En entendant cela, Yu Chi Mingyue sortit de sa torpeur. Elle déposa rapidement les boulettes de fécule de racine de lotus qu'elle tenait à la main et prit la soupe médicinale.

« J'avais presque oublié. » Elle prit une cuillère de médicament et sourit. « Prenez cinq gorgées et avalez un comprimé. »

Il marqua une pause, puis rit.

Yu Chi Mingyue, ne sachant pas pourquoi il riait, demanda avec confusion : « Qu'est-ce qui ne va pas ? »

Il s'est contenté de sourire sans répondre.

Yu Chi Mingyue était encore plus perplexe. « Qu'est-ce qui est si drôle ! »

Il tenta de réprimer son sourire, la regarda et dit : « Bois tout. »

En entendant cela, Yu Chi Mingyue fut d'abord ravie, mais après un moment de réflexion, elle fronça les sourcils.
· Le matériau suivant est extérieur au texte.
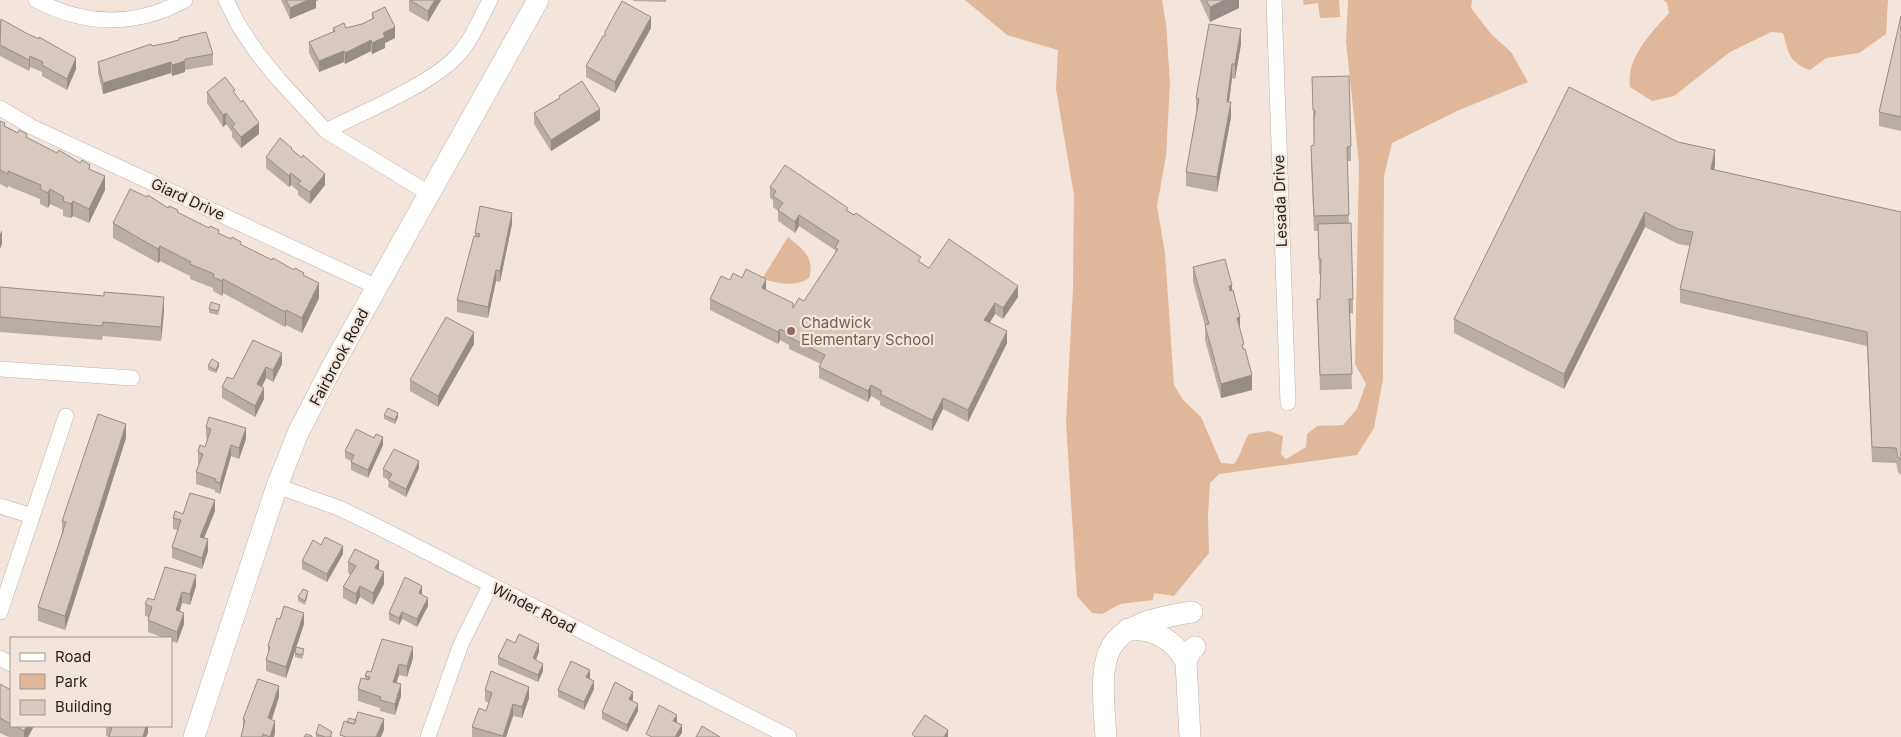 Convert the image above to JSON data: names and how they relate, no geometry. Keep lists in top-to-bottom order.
{
  "streets": {
    "street": [
      "Giard Drive",
      "Lesada Drive",
      "Fairbrook Road",
      "Winder Road"
    ]
  },
  "crossings": [
    ["Giard Drive", "Fairbrook Road"],
    ["Fairbrook Road", "Winder Road"]
  ],
  "places": ["Chadwick Elementary School"],
  "legend": ["Road", "Park", "Building"]
} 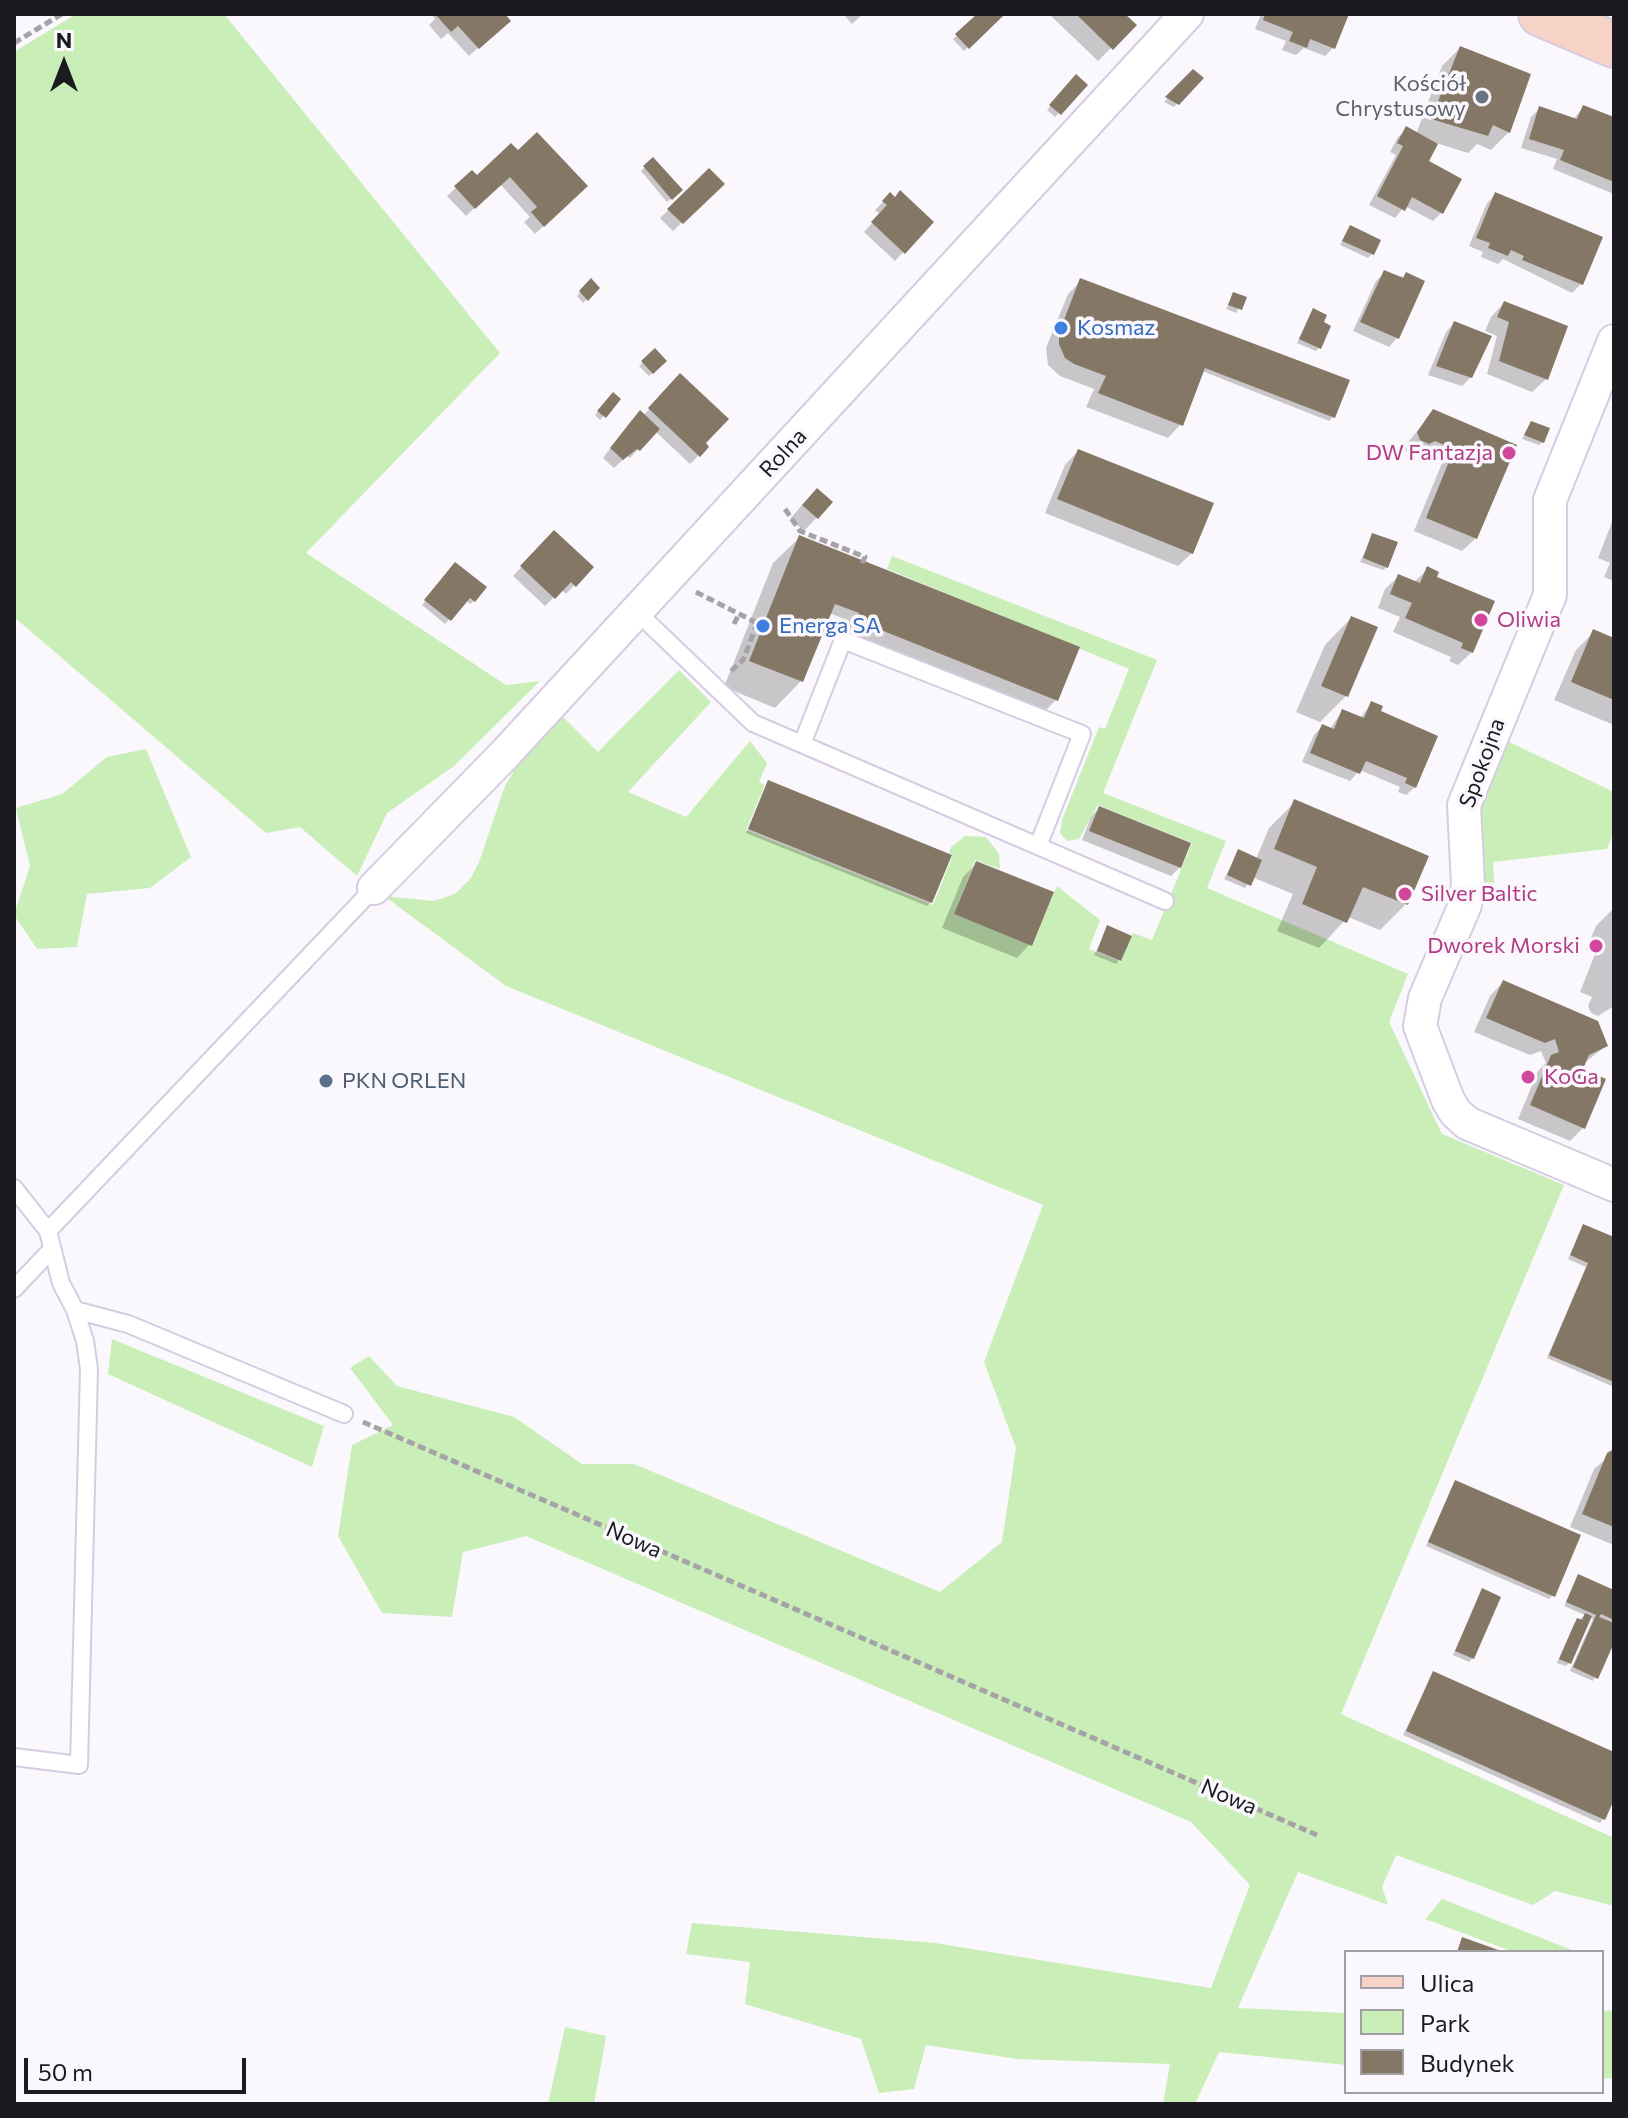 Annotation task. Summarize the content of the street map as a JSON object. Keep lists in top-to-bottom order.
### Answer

Elle jeta un coup d'œil à ses boulettes de fécule de racine de lotus et demanda avec hésitation : « …Vous n'aimez pas les boulettes de fécule de racine de lotus ? »

Il sourit, secoua la tête et répondit : « J'aime ça. »

Yu Chi Mingyue, soulagée, sourit en lui donnant le médicament.

Aucun des deux ne parlait, mais ils éclataient parfois de rire. À cet instant, tous leurs soucis s'évanouissaient, ne laissant place qu'à la joie et à la gratitude…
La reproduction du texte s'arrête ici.